本回顾性研究纳入了 15970 名患者:3775 名 PCOS 患者、2879 名 PCOM 患者和 9316 名对照组患者。采用多变量逻辑回归分析计算 AMH 的调整优势比(OR)和 95%置信区间(CI)。我们将患者随机分为两组数据集。在数据集 1 中,生成受试者工作特征(ROC)曲线以分析基本 AMH 水平诊断 PCOS 和 PCOM 的准确性。在数据集 1 中计算并在数据集 2 中验证最佳截断值,以灵敏度和特异性表示。

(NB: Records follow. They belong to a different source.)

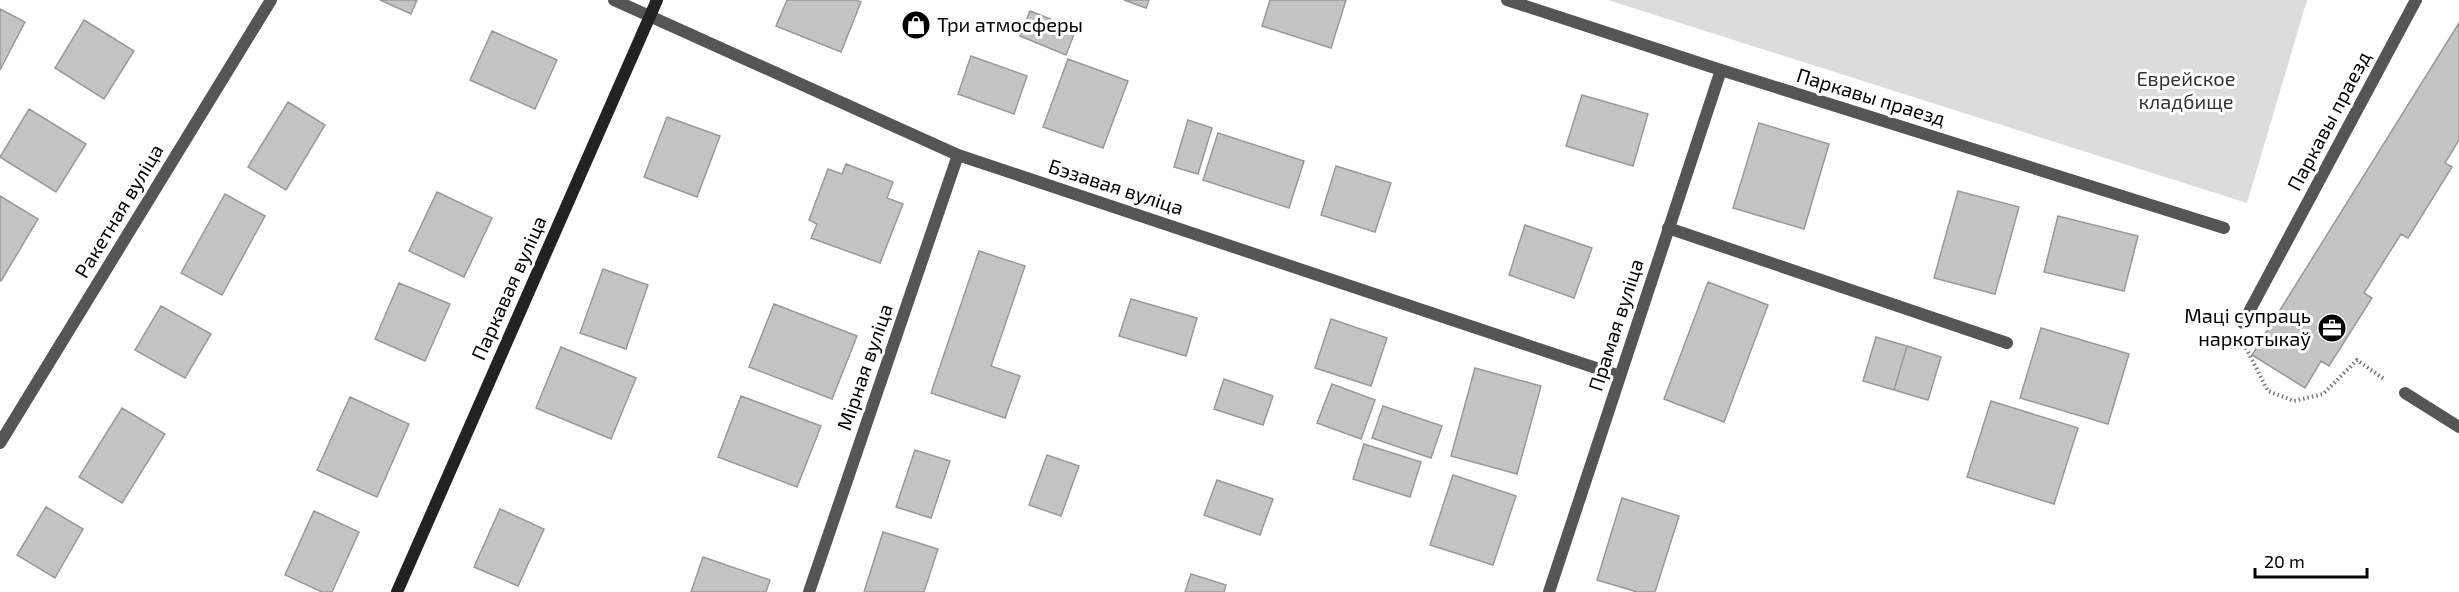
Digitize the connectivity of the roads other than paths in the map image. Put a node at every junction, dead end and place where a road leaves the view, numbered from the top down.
1 (271, 0) edge
2 (614, 0) edge
3 (657, 0) edge
4 (1508, 0) edge
5 (2416, 0) edge
6 (650, 16) junction
7 (1721, 70) junction
8 (958, 155) junction
9 (1668, 228) junction
10 (2224, 228) dead end
11 (2243, 323) road end
12 (2007, 343) dead end
13 (1620, 376) junction
14 (2405, 393) road end
15 (2459, 427) edge
16 (4, 429) edge
17 (0, 443) edge
18 (397, 592) edge
19 (809, 592) edge
20 (1549, 592) edge

1 - 16 street, Ракетная вуліца
2 - 6 street, Бэзавая вуліца
3 - 6 street, Паркавая вуліца
4 - 7 street, Паркавы праезд
5 - 11 street, Паркавы праезд
6 - 8 street, Бэзавая вуліца
6 - 18 street, Паркавая вуліца
7 - 9 street, Прамая вуліца
7 - 10 street, Паркавы праезд
8 - 13 street, Бэзавая вуліца
8 - 19 street, Мірная вуліца
9 - 12 street
9 - 13 street, Прамая вуліца
13 - 20 street, Прамая вуліца
14 - 15 street
16 - 17 street, Ракетная вуліца

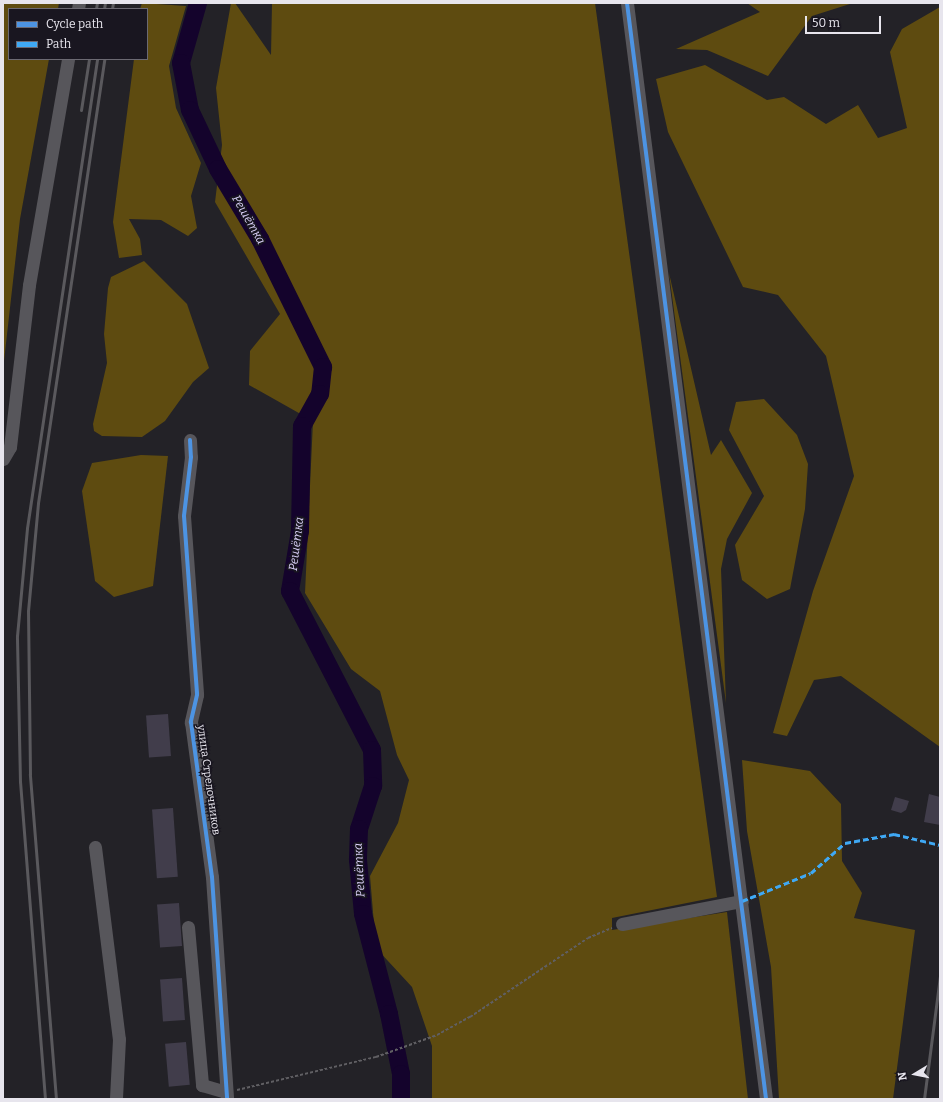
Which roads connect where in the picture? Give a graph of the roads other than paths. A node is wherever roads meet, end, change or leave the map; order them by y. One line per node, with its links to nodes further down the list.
1 (627, 3): 6 (street)
2 (68, 60): 4 (street)
3 (190, 440): 9 (street, улица Стрелочников)
4 (3, 458)
5 (95, 847): 10 (street)
6 (742, 901): 7 (street); 11 (street)
7 (622, 924)
8 (188, 927): 9 (street)
9 (226, 1096)
10 (116, 1099)
11 (766, 1099)

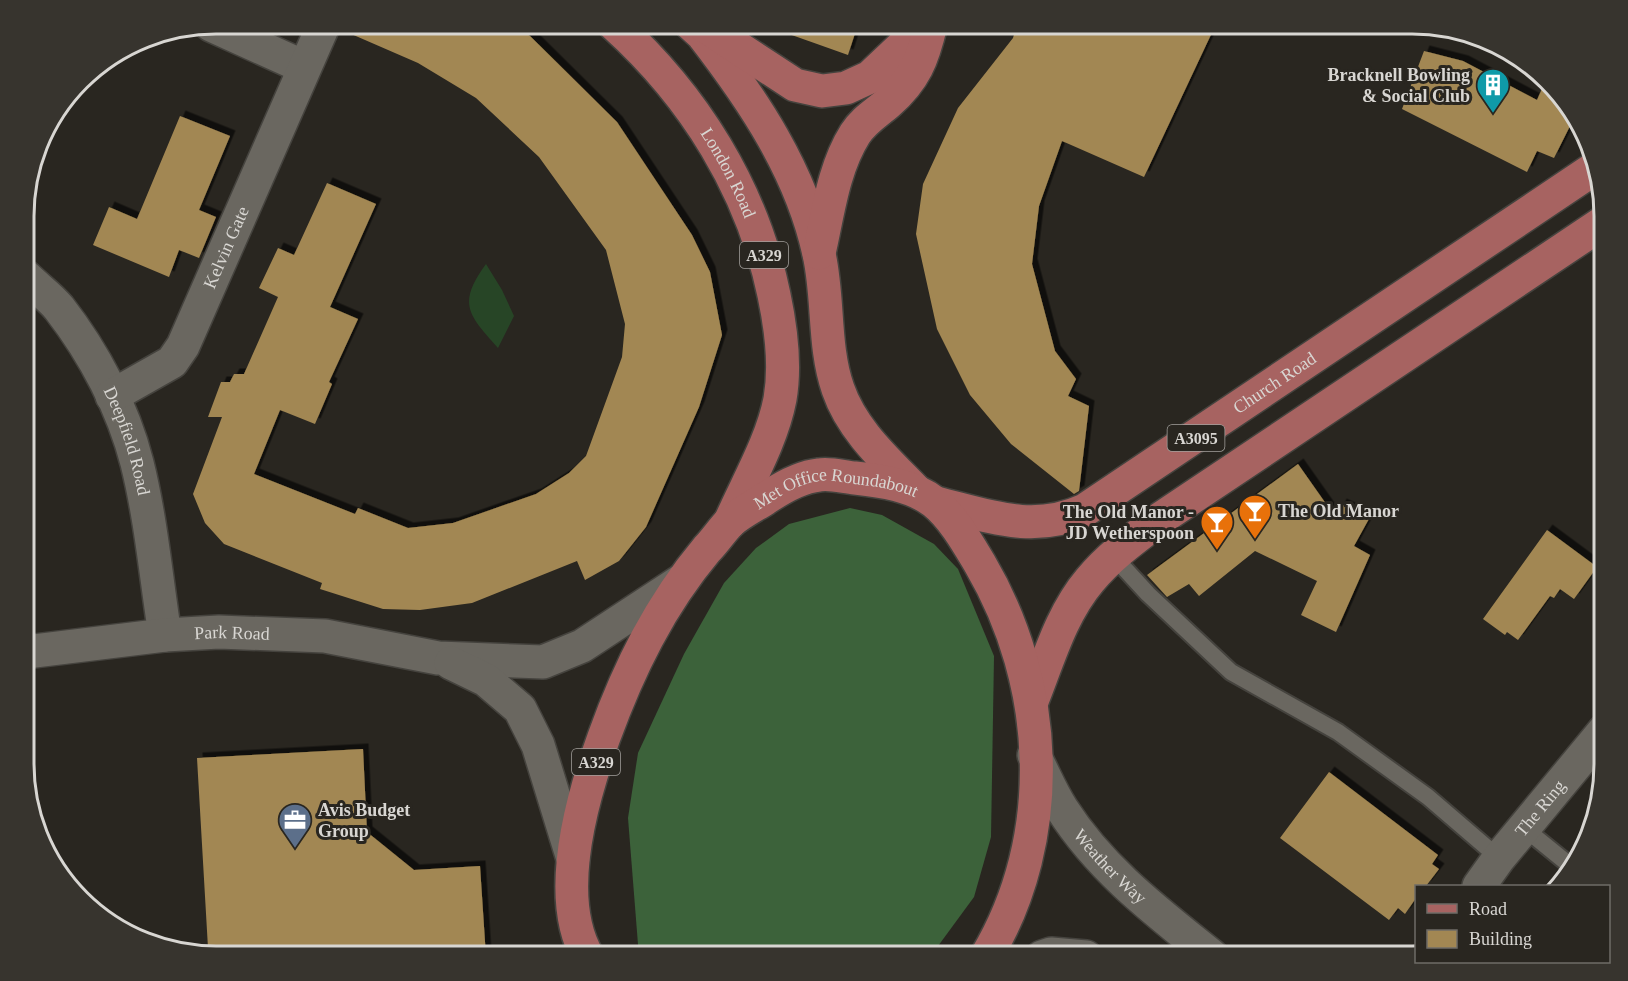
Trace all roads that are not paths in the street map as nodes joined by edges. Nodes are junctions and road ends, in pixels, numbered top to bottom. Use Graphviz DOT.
graph roads {
  1 [pos="233,35"];
  2 [pos="319,35"];
  3 [pos="624,35"];
  4 [pos="700,35"];
  5 [pos="718,35"];
  6 [pos="916,35"];
  7 [pos="926,35"];
  8 [pos="304,67"];
  9 [pos="1588,173"];
  10 [pos="1593,230"];
  11 [pos="819,253"];
  12 [pos="34,284"];
  13 [pos="112,396"];
  14 [pos="925,497"];
  15 [pos="730,522"];
  16 [pos="1113,556"];
  17 [pos="681,581"];
  18 [pos="165,634"];
  19 [pos="34,651"];
  20 [pos="438,658"];
  21 [pos="1032,701"];
  22 [pos="1593,744"];
  23 [pos="1034,755"];
  24 [pos="1524,828"];
  25 [pos="1499,858"];
  26 [pos="573,859"];
  27 [pos="1565,861"];
  28 [pos="1480,885"];
  29 [pos="581,946"];
  30 [pos="991,946"];
  31 [pos="1199,946"];
  1 -- 8 [label="street"];
  2 -- 8 [label="street, Kelvin Gate"];
  3 -- 15 [label="main road, London Road / A329"];
  4 -- 11 [label="main road, A329"];
  5 -- 6 [label="main road"];
  7 -- 11 [label="main road"];
  8 -- 13 [label="street, Kelvin Gate"];
  9 -- 14 [label="main road, Church Road / A3095"];
  10 -- 16 [label="main road, A3095"];
  11 -- 14 [label="main road, A329"];
  12 -- 13 [label="street, Deepfield Road"];
  13 -- 18 [label="street, Deepfield Road"];
  14 -- 15 [label="main road, Met Office Roundabout / A329"];
  14 -- 21 [label="main road, Met Office Roundabout / A329"];
  15 -- 17 [label="main road, Met Office Roundabout / A329"];
  16 -- 21 [label="main road, A3095"];
  16 -- 25 [label="lane"];
  17 -- 20 [label="street, Park Road"];
  17 -- 26 [label="main road, Met Office Roundabout / A329"];
  18 -- 19 [label="street, Park Road"];
  18 -- 20 [label="street, Park Road"];
  20 -- 26 [label="street, Park Road"];
  21 -- 23 [label="main road, Met Office Roundabout / A329"];
  22 -- 24 [label="street, The Ring"];
  23 -- 30 [label="main road, Met Office Roundabout / A329"];
  23 -- 31 [label="street, Weather Way"];
  24 -- 25 [label="street, The Ring"];
  24 -- 27 [label="lane"];
  25 -- 28 [label="street, The Ring"];
  26 -- 29 [label="main road, Met Office Roundabout / A329"];
}
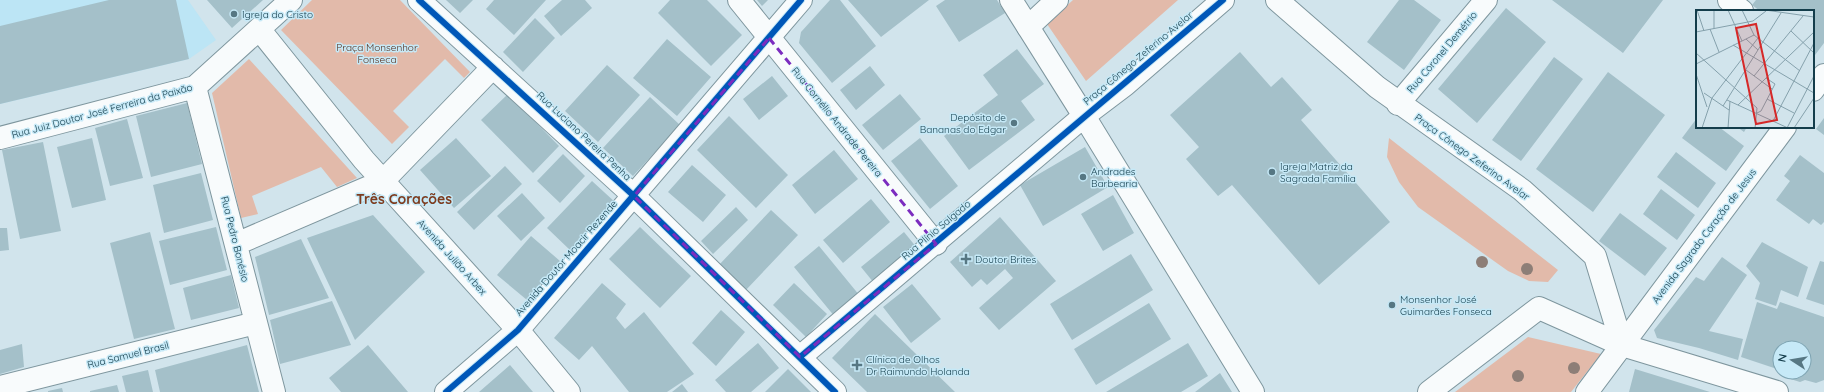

在 PCOS 组中,肥胖患者的 AMH 水平最低,而消瘦患者的 AMH 水平最高(P<0.001)。在校正年龄、黄体生成素(LH)与卵泡刺激素(FSH)比值、血清睾酮水平和 BMI 后,AMH 是 PCOS 和 PCOM 的独立预测因子。在 BMI<18.5kg/m2的组中,乐观的 AMH 截断值为 5.145ng/mL,灵敏度为 84.3%,特异性为 89.1%,而在 BMI≥28kg/m2的组中,乐观的 AMH 截断值为 3.165ng/mL,灵敏度为 88.7%,特异性为 74.6%。对于 BMI 范围在 18.5-24kg/m2和 24.0-28kg/m2的组,乐观的 AMH 截断值分别为 4.345ng/mL和 4.115ng/mL。体重越轻,AMH 截断值越高的趋势也适用于 PCOM。在相同的 BMI 类别中,患有 PCOM 的患者的 AMH 诊断阈值低于患有 PCOS 的患者(<18.5kg/m2,5.145 与 4.3ng/mL;18.5-24kg/m2,4.345 与 3.635ng/mL;24.0-28kg/m2,4.115 与 3.73ng/mL;≥28kg/m2,3.165 与 3.155ng/mL)。这些截断值在验证数据集中具有良好的诊断效能。基于不同的表型和排卵障碍的严重程度,PCOS 患者的 AMH 分布也存在显著差异(P<0.001)。
AMH 是 PCOS 的潜在诊断指标,与 BMI 呈负相关。用于诊断 PCOS 的 AMH 截断值明显高于用于诊断 PCOM 的截断值。